[Stored items]

• • • •

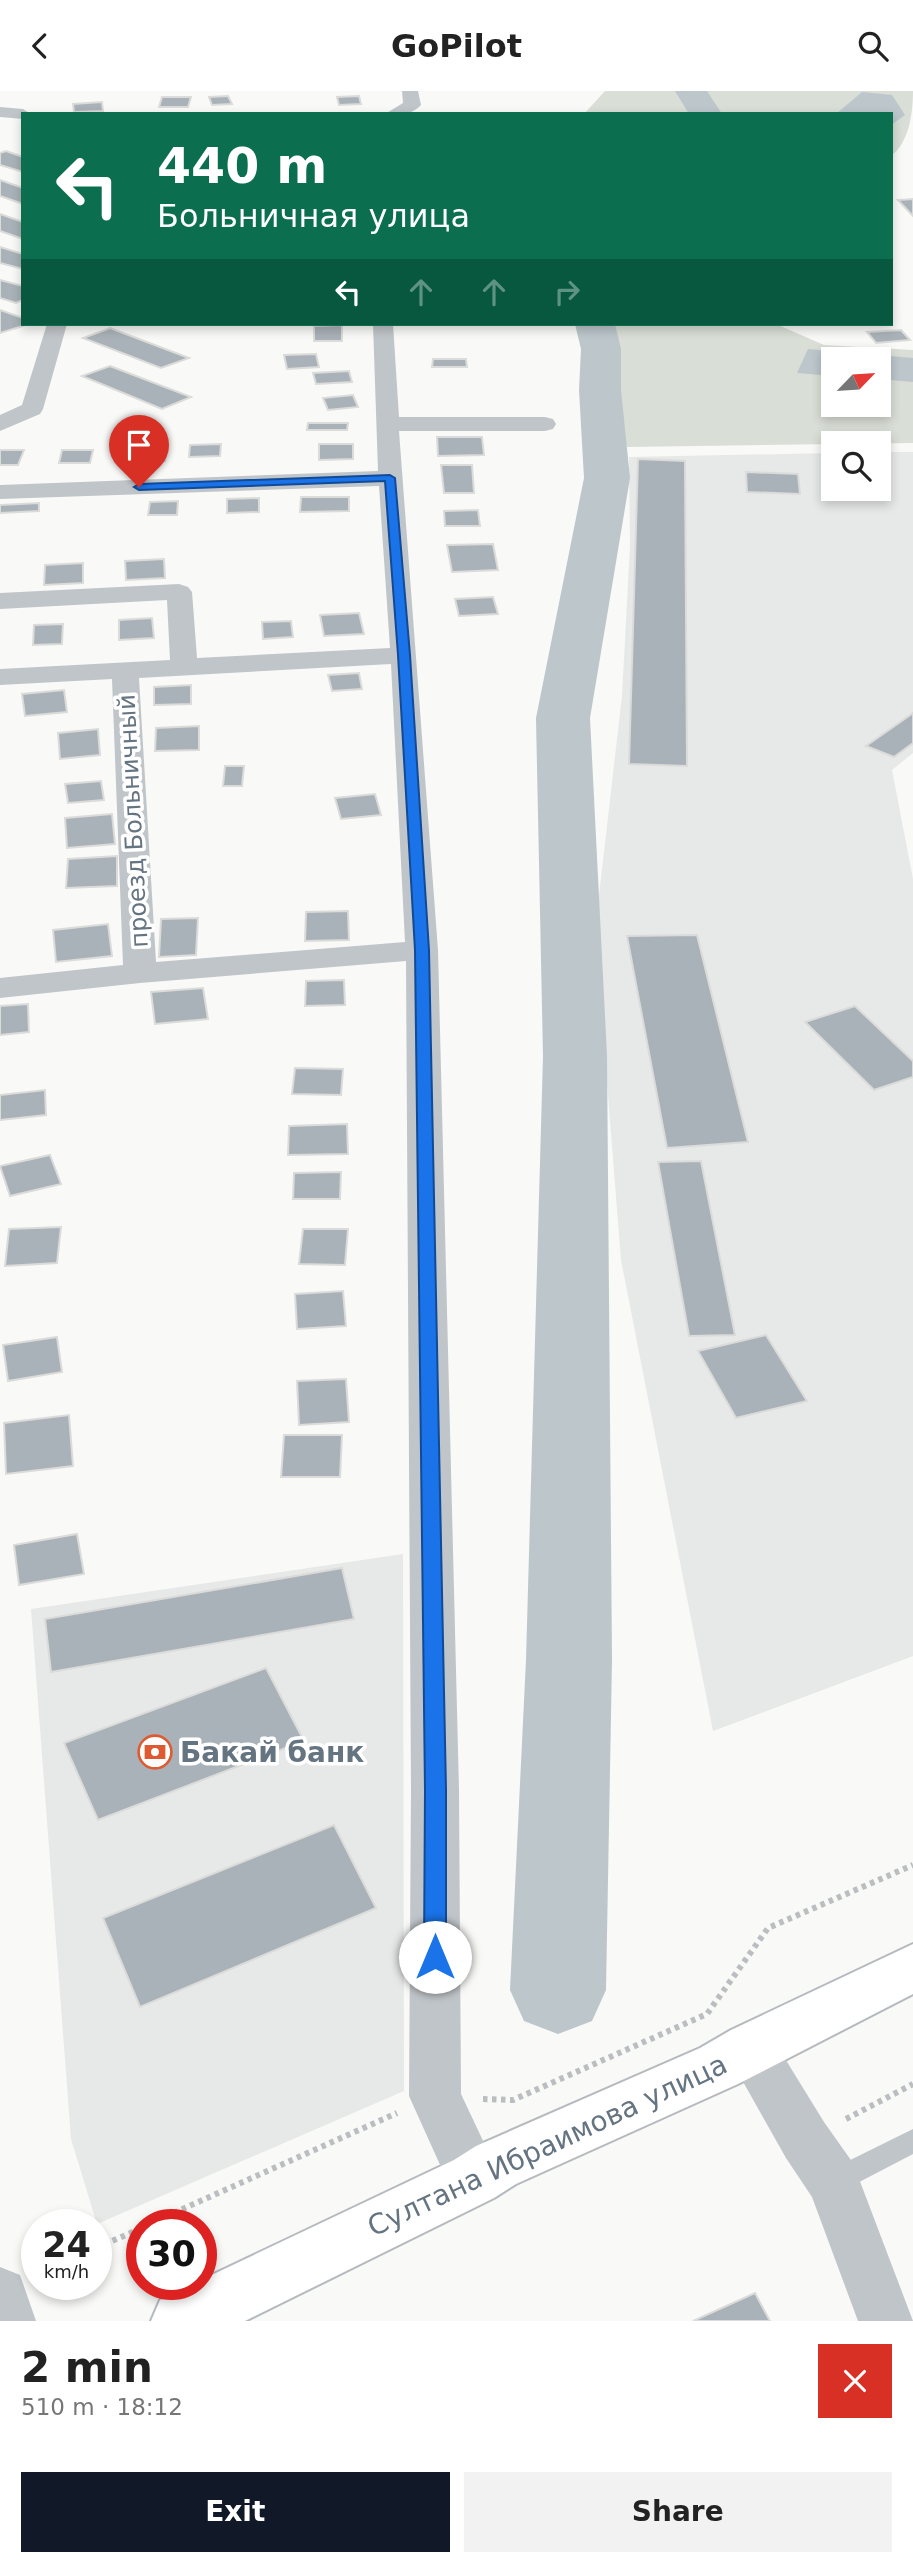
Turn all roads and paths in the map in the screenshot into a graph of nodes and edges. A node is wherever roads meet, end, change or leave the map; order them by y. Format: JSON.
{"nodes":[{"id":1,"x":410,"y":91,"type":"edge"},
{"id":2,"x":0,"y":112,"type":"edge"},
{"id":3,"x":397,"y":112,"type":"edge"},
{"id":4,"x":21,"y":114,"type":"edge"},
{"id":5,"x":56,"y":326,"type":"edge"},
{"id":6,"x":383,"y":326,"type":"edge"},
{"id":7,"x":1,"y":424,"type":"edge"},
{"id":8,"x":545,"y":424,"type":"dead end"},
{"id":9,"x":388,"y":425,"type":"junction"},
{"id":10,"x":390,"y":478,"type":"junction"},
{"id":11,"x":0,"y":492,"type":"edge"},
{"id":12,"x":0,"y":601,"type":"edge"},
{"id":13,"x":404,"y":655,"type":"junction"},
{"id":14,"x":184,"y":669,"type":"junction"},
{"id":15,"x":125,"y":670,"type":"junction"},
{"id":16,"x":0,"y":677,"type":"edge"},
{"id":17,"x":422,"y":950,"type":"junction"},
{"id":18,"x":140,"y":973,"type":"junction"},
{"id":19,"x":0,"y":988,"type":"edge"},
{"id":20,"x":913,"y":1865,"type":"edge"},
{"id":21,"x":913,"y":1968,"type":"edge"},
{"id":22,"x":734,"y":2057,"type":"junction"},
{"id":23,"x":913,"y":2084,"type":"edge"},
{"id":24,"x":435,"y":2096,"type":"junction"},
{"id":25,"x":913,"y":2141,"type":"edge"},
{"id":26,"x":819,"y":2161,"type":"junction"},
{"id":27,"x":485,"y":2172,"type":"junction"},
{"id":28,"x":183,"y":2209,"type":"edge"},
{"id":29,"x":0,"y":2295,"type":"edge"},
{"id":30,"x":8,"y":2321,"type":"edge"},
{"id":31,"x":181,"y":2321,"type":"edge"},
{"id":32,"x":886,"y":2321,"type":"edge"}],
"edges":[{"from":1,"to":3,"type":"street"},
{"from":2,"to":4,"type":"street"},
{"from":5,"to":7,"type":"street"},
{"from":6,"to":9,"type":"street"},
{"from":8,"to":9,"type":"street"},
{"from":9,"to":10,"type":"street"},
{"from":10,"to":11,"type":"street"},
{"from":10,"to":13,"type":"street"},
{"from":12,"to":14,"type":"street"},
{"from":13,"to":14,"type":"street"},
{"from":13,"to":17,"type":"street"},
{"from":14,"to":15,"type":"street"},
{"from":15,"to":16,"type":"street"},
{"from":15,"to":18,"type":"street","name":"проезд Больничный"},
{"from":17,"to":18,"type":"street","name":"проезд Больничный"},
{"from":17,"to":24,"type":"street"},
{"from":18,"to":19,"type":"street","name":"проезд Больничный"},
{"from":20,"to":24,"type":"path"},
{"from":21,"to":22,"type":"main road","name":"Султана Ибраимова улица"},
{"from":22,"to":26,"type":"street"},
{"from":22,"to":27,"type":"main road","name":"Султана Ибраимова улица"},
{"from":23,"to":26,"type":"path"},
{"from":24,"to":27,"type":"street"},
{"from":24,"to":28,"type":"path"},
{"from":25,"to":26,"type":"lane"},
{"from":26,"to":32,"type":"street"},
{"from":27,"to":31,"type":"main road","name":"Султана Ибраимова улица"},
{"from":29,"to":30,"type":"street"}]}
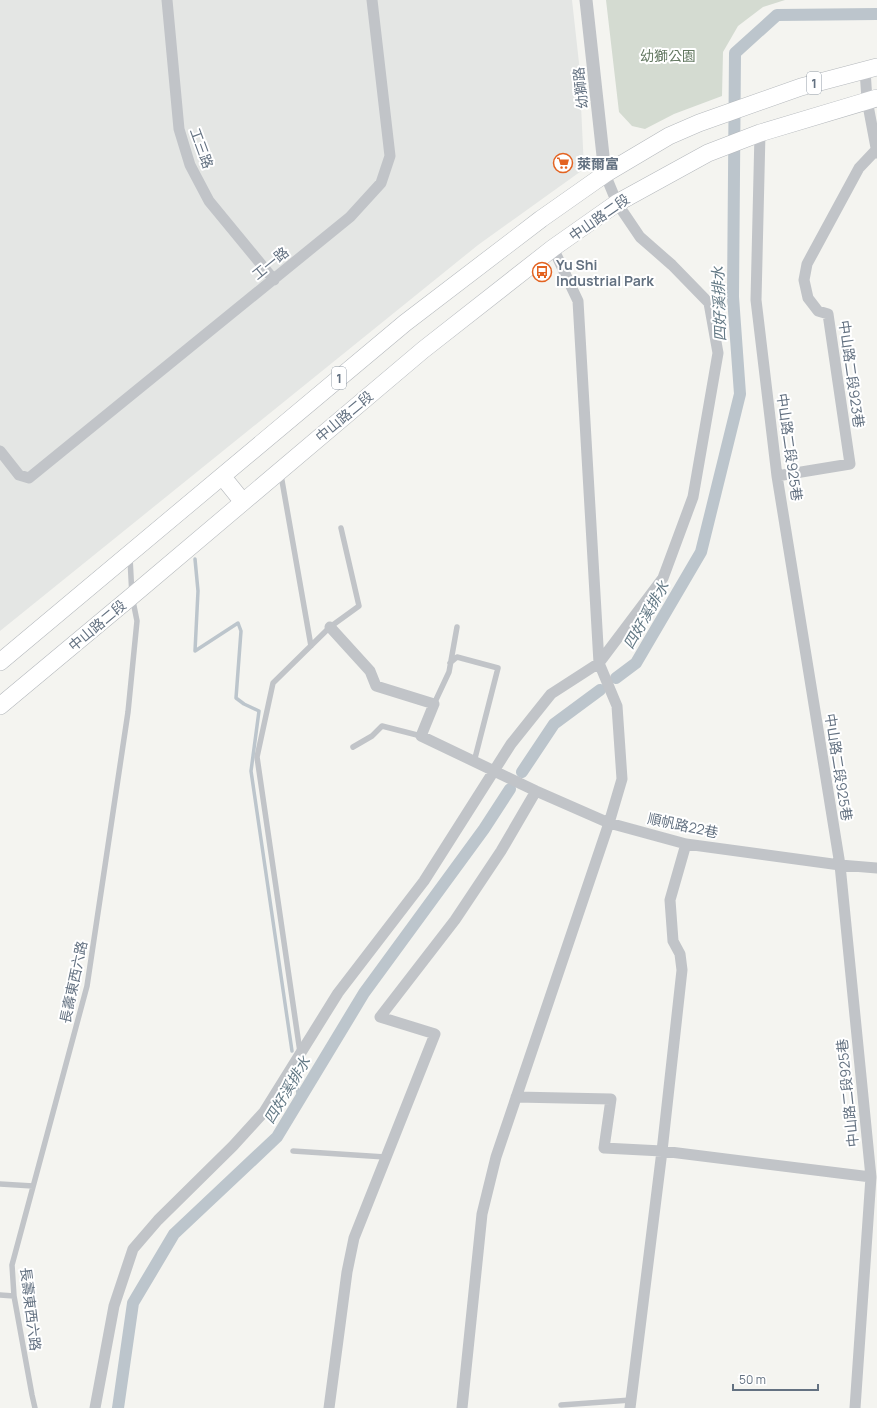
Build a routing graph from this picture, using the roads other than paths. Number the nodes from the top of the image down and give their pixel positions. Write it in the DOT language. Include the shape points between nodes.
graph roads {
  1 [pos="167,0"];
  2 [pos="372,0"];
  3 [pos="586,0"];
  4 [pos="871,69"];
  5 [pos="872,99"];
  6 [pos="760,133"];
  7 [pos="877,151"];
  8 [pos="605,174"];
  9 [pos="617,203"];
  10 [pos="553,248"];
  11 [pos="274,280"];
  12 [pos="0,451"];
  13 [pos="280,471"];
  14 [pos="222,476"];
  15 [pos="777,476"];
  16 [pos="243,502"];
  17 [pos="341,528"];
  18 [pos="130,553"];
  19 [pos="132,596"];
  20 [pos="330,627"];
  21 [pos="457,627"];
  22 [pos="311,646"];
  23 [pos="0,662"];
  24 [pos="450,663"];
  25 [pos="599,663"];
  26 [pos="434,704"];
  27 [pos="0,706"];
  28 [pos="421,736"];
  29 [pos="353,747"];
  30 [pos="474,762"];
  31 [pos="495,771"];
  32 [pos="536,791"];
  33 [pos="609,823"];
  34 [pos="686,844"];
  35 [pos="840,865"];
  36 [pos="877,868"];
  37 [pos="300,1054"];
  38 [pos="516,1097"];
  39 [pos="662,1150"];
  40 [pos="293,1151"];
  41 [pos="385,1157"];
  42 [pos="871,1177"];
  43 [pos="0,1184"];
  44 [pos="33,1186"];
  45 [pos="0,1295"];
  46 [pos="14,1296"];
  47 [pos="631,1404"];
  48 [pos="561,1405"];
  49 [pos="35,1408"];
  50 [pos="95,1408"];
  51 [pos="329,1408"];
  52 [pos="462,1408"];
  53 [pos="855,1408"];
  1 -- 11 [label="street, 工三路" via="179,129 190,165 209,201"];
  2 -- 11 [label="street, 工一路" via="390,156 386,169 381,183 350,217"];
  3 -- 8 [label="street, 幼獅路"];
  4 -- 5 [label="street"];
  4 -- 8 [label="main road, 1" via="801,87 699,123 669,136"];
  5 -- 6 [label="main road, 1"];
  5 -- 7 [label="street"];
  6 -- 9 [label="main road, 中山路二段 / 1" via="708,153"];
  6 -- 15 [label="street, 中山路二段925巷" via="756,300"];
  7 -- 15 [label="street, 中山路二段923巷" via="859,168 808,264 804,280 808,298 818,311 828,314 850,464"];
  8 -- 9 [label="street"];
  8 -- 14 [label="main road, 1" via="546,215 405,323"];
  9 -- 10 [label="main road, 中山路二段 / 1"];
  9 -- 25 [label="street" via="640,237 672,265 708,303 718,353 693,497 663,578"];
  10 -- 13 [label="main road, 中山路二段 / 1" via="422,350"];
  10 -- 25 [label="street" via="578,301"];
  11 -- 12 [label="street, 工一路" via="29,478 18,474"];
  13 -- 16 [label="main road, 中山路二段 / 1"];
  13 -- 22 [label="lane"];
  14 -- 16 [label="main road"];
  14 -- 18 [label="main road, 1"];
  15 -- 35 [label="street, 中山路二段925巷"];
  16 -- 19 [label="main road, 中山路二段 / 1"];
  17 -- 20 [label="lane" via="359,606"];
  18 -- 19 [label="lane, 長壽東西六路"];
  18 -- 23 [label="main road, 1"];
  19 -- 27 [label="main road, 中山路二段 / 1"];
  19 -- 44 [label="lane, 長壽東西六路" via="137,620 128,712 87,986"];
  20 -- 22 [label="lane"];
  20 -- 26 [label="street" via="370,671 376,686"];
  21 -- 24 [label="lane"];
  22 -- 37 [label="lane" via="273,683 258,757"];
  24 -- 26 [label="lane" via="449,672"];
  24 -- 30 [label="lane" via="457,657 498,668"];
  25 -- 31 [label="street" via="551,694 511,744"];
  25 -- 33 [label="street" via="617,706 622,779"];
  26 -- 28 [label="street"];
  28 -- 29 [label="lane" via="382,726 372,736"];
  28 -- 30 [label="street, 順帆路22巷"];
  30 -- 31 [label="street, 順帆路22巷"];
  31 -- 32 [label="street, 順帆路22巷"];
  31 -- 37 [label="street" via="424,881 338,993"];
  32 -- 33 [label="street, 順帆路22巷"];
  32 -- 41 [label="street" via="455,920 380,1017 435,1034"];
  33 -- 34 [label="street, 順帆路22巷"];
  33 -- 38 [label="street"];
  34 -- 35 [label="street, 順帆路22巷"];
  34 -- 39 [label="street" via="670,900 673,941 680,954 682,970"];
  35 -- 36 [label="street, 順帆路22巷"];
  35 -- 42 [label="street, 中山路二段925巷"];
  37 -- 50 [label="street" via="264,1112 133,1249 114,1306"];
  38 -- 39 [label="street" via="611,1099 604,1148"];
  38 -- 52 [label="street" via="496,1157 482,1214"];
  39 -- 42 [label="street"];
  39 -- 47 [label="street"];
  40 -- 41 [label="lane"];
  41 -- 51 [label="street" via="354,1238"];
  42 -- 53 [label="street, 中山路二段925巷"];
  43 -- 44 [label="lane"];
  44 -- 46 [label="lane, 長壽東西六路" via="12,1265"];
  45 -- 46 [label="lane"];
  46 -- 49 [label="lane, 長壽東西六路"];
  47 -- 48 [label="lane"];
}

• • • •

What lines in the records above include the string "junction"? Copy each one.

● WRITTEN SOLUTION:
{"id":9,"x":388,"y":425,"type":"junction"},
{"id":10,"x":390,"y":478,"type":"junction"},
{"id":13,"x":404,"y":655,"type":"junction"},
{"id":14,"x":184,"y":669,"type":"junction"},
{"id":15,"x":125,"y":670,"type":"junction"},
{"id":17,"x":422,"y":950,"type":"junction"},
{"id":18,"x":140,"y":973,"type":"junction"},
{"id":22,"x":734,"y":2057,"type":"junction"},
{"id":24,"x":435,"y":2096,"type":"junction"},
{"id":26,"x":819,"y":2161,"type":"junction"},
{"id":27,"x":485,"y":2172,"type":"junction"},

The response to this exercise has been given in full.